After the jury was sworn but before testimony began, one of the jurors suffered a heart attack. Appellant agreed that the juror was disabled, and the trial court, acting under authority of code of criminal procedure article 36.29(a), dismissed the disabled juror and proceeded to trial with the remaining eleven. (footnote: 11)
There is nothing in the record to show that appellant objected to the trial court’s failure to appoint alternate jurors either during the trial selection process or when the jury panel was seated. Accordingly, appellant’s claim that the trial court erred by not providing an alternate juror, therefore, is forfeited by his failure to raise an objection. (footnote: 12)
As to his claim that the trial court erred by not replacing the excused juror, appellant concedes that there is no authority supporting his position but he asserts that proceeding with only eleven jurors violated “his right to be tried by twelve jurors as guaranteed by the Texas [c]onstitution.” The Texas constitution, however, explicitly provides that a trial can proceed with as few as nine jurors if a juror is dismissed because of a disability. (footnote: 13)
In this case, after appellant agreed that the juror had become disabled, the trial judge dismissed the disabled juror and proceeded to trial with the remaining eleven. (footnote: 14) Because the state constitution provides that trial may proceed with as few as nine jurors when up to three become disabled, there is no constitutional violation, and we overrule appellant’s second issue.

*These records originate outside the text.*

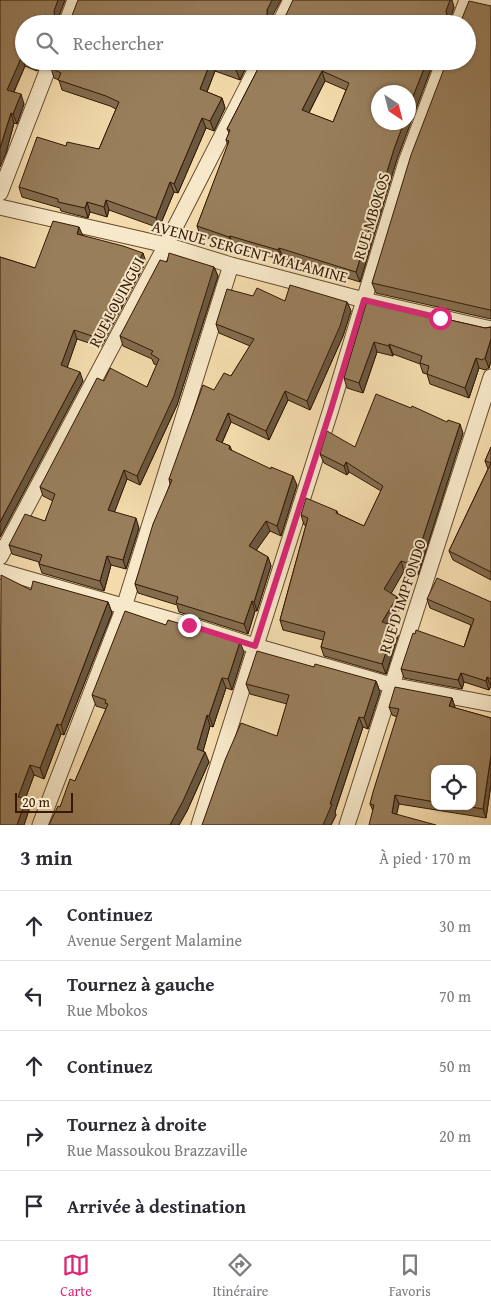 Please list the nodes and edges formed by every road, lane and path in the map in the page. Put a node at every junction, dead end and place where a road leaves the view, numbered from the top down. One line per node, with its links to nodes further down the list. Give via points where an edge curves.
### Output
1 (75, 0): 6 (street)
2 (291, 0): 7 (street)
3 (467, 0): 8 (street)
4 (472, 0): 5 (street)
5 (491, 4)
6 (69, 15)
7 (284, 15)
8 (461, 15)
9 (48, 70): 12 (street)
10 (255, 70): 14 (street, RUE LOUINGUI)
11 (441, 70): 16 (street, RUE MBOKOS, via 406,162)
12 (0, 193)
13 (0, 207): 14 (street, AVENUE SERGENT MALAMINE)
14 (166, 245): 15 (street, AVENUE SERGENT MALAMINE); 19 (street, RUE LOUINGUI)
15 (231, 265): 16 (street, AVENUE SERGENT MALAMINE); 21 (street)
16 (364, 300): 17 (street, AVENUE SERGENT MALAMINE); 22 (street, RUE MBOKOS)
17 (491, 329)
18 (491, 378): 23 (street, RUE D'IMPFONDO)
19 (0, 557)
20 (0, 571): 21 (street)
21 (124, 607): 22 (street); 25 (street)
22 (255, 646): 23 (street); 26 (street, RUE MBOKOS)
23 (391, 685): 24 (street); 27 (street, RUE D'IMPFONDO)
24 (491, 704)
25 (40, 825)
26 (199, 825)
27 (347, 825) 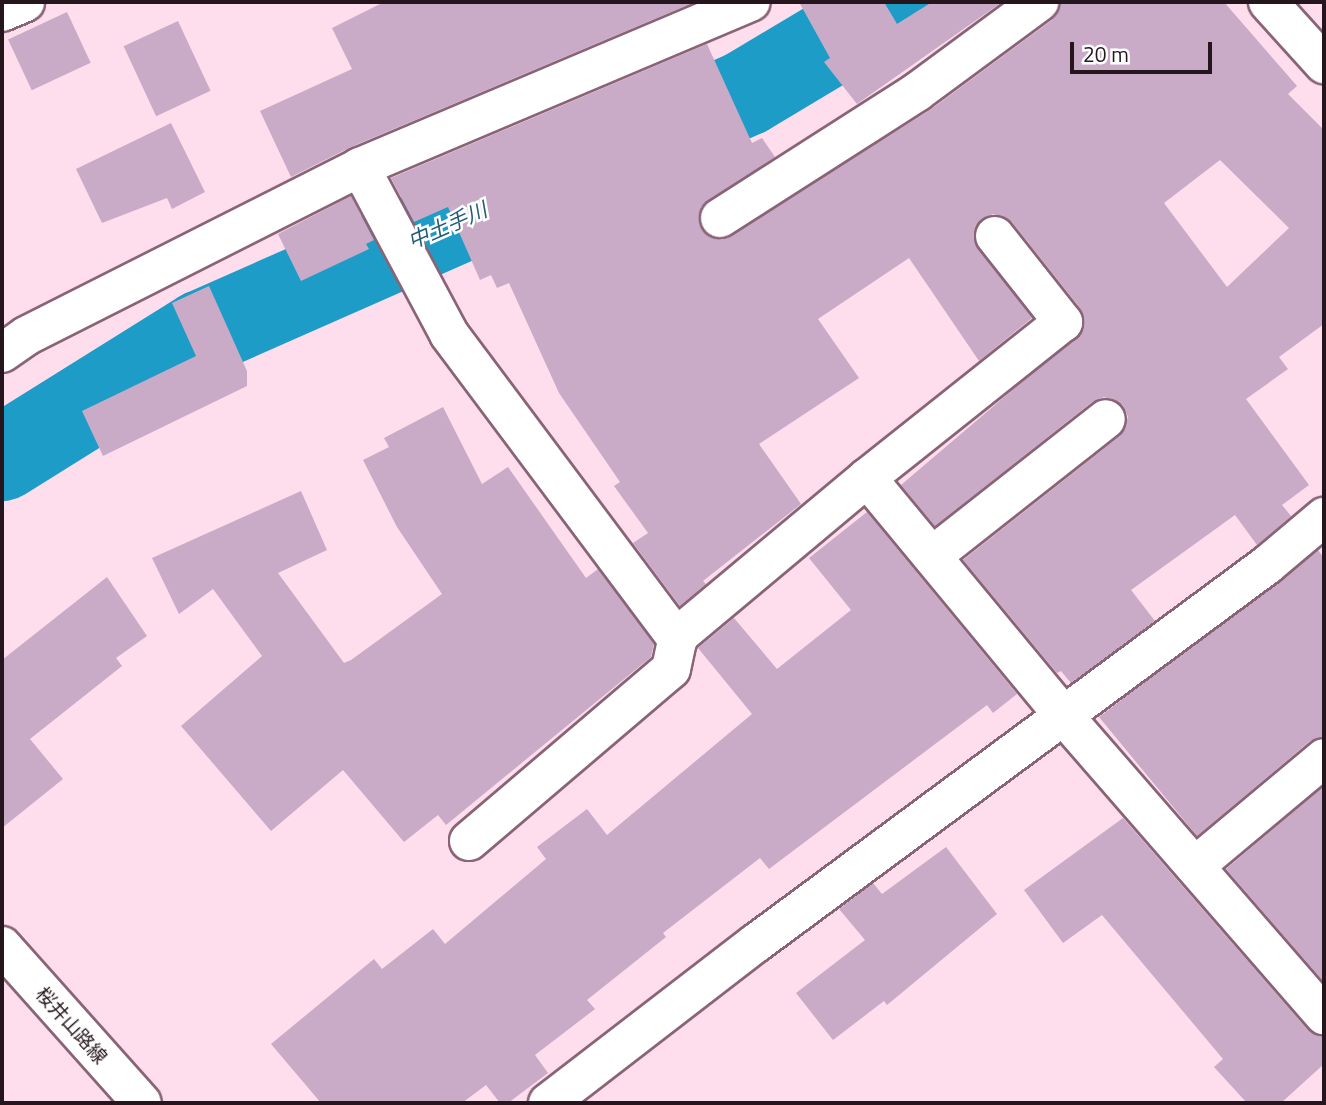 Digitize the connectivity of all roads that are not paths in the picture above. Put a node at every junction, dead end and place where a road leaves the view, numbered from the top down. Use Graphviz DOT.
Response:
graph roads {
  1 [pos="25,2"];
  2 [pos="751,2"];
  3 [pos="1039,2"];
  4 [pos="1268,2"];
  5 [pos="2,12"];
  6 [pos="1317,44"];
  7 [pos="361,169"];
  8 [pos="720,218"];
  9 [pos="995,236"];
  10 [pos="2,353"];
  11 [pos="1106,419"];
  12 [pos="867,478"];
  13 [pos="1324,517"];
  14 [pos="932,556"];
  15 [pos="678,640"];
  16 [pos="1063,715"];
  17 [pos="1324,758"];
  18 [pos="469,841"];
  19 [pos="1195,866"];
  20 [pos="2,946"];
  21 [pos="1324,1015"];
  22 [pos="142,1103"];
  23 [pos="548,1103"];
  1 -- 5 [label="street"];
  2 -- 7 [label="street"];
  3 -- 8 [label="street"];
  4 -- 6 [label="street"];
  7 -- 10 [label="street"];
  7 -- 15 [label="street"];
  9 -- 12 [label="street"];
  11 -- 14 [label="street"];
  12 -- 14 [label="street"];
  12 -- 15 [label="street"];
  13 -- 16 [label="street"];
  14 -- 16 [label="street"];
  15 -- 18 [label="street"];
  16 -- 19 [label="street"];
  16 -- 23 [label="street"];
  17 -- 19 [label="street"];
  19 -- 21 [label="street"];
  20 -- 22 [label="street, 桜井山路線"];
}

Having overruled both of appellant’s issues, we affirm the trial court’s judgment.
PER CURIAM
PANEL: CAYCE, C.J.; GARDNER and MCCOY, JJ.
DO NOT PUBLISH
Tex. R. App. P. 47.2(b)
DELIVERED: July 23, 2009
FOOTNOTES
1:
See Tex. R. App. P. 47.4.
2:
Jackson v. Virginia , 443 U.S. 307, 319, 99 S. Ct. 2781, 2789 (1979); Clayton v. State , 235 S.W.3d 772, 778 (Tex. Crim. App. 2007); Conner v. State , 67 S.W.3d 192, 197 (Tex. Crim. App. 2001).
3:
Neal v. State , 256 S.W.3d 264, 275 (Tex. Crim. App. 2008), cert. denied , 129 S. Ct. 1037 (2009); Watson v. State , 204 S.W.3d 404, 414 (Tex. Crim. App. 2006).
4:
Lancon v. State , 253 S.W.3d 699, 704 (Tex. Crim. App. 2008); Watson , 204 S.W.3d at 414-15, 417.
5:
Tex. Code Crim. Proc. Ann. art. 38.07 (Vernon 2005); see Garcia v. State , 563 S.W.2d 925, 928 (Tex. Crim. App. [Panel Op.] 1978).
6:
See Villalon v. State, 791 S.W.2d 130, 134 (Tex. Crim. App. 1990).
7:
See id.
8:
Garcia, 563 S.W.2d at 928; Kemple v. State, 725 S.W.2d 483, 485 (Tex. App.—Corpus Christi 1987, no pet.).
9:
See Jackson , 443 U.S. at 319, 99 S. Ct. at 2789; Clayton , 235 S.W.3d at 778; Garcia , 563 S.W.2d at 928.
10:
Lancon , 253 S.W.3d at 704; Watson , 204 S.W.3d at 414–15, 417.
11:
See Tex. Code Crim. Proc. Ann. art. 36.29(a) (Vernon Supp. 2008).
12:
See Tex. R. App. P. 33.1. Moreover, even if appellant had preserved his claim, under article 33.011(a) of the code of criminal procedure, providing alternate jurors is discretionary with the trial court. See Tex. Code Crim. Proc. Ann. art. 33.011(a) (Vernon Supp. 2008) (“judge may direct that not more than four jurors in addition to the regular jury be called and impaneled to sit as alternate jurors”) (emphasis added).
13:
See Tex. Const. art. V, § 13.
14:
See Tex. Code Crim. Proc. Ann. art. 36.29(a) (Vernon Supp. 2008).